ABOUT THIS EXERCISE: Go through the listing below and report how many lines contain the word "Vito"; write no other words.

RECORDED INFORMATION:
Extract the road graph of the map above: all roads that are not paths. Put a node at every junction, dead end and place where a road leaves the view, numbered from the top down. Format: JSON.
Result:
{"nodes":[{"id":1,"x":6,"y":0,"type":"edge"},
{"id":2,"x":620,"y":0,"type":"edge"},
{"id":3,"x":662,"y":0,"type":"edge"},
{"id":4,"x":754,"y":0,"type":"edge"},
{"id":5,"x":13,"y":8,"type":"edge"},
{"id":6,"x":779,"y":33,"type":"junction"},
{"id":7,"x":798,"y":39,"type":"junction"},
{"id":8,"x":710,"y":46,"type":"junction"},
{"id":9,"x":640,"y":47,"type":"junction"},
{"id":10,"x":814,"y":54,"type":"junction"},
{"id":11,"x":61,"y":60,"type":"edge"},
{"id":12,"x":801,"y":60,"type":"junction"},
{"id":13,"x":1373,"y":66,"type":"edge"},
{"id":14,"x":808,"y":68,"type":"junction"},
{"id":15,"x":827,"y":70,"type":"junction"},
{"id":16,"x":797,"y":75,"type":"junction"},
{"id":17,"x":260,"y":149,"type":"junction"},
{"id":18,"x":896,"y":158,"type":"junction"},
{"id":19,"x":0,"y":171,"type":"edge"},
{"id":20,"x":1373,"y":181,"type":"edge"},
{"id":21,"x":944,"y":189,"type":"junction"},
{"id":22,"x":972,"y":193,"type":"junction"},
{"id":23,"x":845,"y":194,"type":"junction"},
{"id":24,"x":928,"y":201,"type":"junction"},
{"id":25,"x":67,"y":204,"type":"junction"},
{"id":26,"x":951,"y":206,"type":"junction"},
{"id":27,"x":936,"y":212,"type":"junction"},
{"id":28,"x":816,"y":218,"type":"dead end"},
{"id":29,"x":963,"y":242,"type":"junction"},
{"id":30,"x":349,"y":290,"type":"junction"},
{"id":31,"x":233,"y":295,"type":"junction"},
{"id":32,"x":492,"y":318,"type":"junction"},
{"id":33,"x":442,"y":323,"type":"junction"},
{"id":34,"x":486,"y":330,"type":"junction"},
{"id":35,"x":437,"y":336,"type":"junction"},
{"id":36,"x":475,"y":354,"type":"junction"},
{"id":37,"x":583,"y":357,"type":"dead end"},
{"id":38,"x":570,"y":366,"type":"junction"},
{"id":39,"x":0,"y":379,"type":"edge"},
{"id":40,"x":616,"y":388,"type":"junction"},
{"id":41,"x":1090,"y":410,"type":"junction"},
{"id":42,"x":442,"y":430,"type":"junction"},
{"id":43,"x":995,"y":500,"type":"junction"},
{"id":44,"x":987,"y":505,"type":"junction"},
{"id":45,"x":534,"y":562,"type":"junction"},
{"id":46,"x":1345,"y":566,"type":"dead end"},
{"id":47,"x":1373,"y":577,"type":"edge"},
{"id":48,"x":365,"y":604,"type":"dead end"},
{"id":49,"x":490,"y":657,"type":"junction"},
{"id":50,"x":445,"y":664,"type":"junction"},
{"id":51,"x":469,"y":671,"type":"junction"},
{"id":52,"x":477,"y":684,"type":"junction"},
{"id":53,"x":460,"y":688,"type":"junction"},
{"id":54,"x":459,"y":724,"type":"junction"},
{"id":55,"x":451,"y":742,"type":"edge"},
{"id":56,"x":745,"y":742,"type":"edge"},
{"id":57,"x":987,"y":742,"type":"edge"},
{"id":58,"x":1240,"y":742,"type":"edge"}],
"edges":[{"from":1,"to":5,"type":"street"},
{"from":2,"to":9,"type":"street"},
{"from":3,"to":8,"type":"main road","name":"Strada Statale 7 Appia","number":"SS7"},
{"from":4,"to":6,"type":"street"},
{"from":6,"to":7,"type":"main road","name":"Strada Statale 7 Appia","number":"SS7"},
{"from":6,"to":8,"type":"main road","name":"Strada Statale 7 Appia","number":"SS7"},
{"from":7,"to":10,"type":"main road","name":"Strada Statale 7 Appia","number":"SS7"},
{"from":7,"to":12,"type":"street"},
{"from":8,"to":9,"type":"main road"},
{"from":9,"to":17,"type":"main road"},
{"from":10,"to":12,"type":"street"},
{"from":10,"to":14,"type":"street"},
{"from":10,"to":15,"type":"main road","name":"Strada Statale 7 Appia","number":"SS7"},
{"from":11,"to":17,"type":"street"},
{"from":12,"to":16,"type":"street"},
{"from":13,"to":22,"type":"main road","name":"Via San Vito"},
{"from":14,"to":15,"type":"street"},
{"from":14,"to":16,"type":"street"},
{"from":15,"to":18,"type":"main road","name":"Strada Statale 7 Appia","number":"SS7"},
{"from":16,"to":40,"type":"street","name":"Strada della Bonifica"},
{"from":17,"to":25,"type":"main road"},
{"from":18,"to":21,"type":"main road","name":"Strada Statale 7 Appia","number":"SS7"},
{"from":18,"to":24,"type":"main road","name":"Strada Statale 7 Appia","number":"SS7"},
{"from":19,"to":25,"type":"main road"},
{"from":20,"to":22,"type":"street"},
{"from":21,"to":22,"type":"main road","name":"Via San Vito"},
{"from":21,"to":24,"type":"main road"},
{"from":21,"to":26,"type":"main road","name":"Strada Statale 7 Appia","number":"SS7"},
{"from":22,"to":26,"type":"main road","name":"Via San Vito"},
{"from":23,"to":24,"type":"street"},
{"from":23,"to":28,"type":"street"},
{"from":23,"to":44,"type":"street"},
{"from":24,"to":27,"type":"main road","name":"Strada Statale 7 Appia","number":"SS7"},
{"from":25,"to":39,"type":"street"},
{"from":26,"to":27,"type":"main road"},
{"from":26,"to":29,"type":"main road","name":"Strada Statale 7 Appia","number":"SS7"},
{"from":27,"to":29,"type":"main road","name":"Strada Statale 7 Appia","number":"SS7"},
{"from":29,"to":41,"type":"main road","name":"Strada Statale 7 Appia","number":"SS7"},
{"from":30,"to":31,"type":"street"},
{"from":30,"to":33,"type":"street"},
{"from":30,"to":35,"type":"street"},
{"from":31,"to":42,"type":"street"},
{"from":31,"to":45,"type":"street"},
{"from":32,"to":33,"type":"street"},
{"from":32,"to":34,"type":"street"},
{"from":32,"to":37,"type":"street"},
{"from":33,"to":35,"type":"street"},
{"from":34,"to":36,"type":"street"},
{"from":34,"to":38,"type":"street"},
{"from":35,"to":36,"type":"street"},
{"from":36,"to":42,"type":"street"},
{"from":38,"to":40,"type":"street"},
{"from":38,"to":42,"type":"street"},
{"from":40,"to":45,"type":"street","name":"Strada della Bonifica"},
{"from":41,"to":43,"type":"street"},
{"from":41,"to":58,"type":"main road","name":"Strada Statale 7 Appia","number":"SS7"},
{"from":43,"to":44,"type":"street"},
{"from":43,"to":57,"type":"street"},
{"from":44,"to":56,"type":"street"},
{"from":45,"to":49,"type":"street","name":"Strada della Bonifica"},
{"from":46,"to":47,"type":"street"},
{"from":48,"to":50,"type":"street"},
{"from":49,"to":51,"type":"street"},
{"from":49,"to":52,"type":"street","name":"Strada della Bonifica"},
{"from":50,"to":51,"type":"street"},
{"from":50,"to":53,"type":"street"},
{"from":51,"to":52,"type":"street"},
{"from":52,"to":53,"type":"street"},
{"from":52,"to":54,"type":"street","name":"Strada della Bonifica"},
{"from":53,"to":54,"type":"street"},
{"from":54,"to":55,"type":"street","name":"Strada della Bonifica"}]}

RESULT OF THE EXERCISE: 3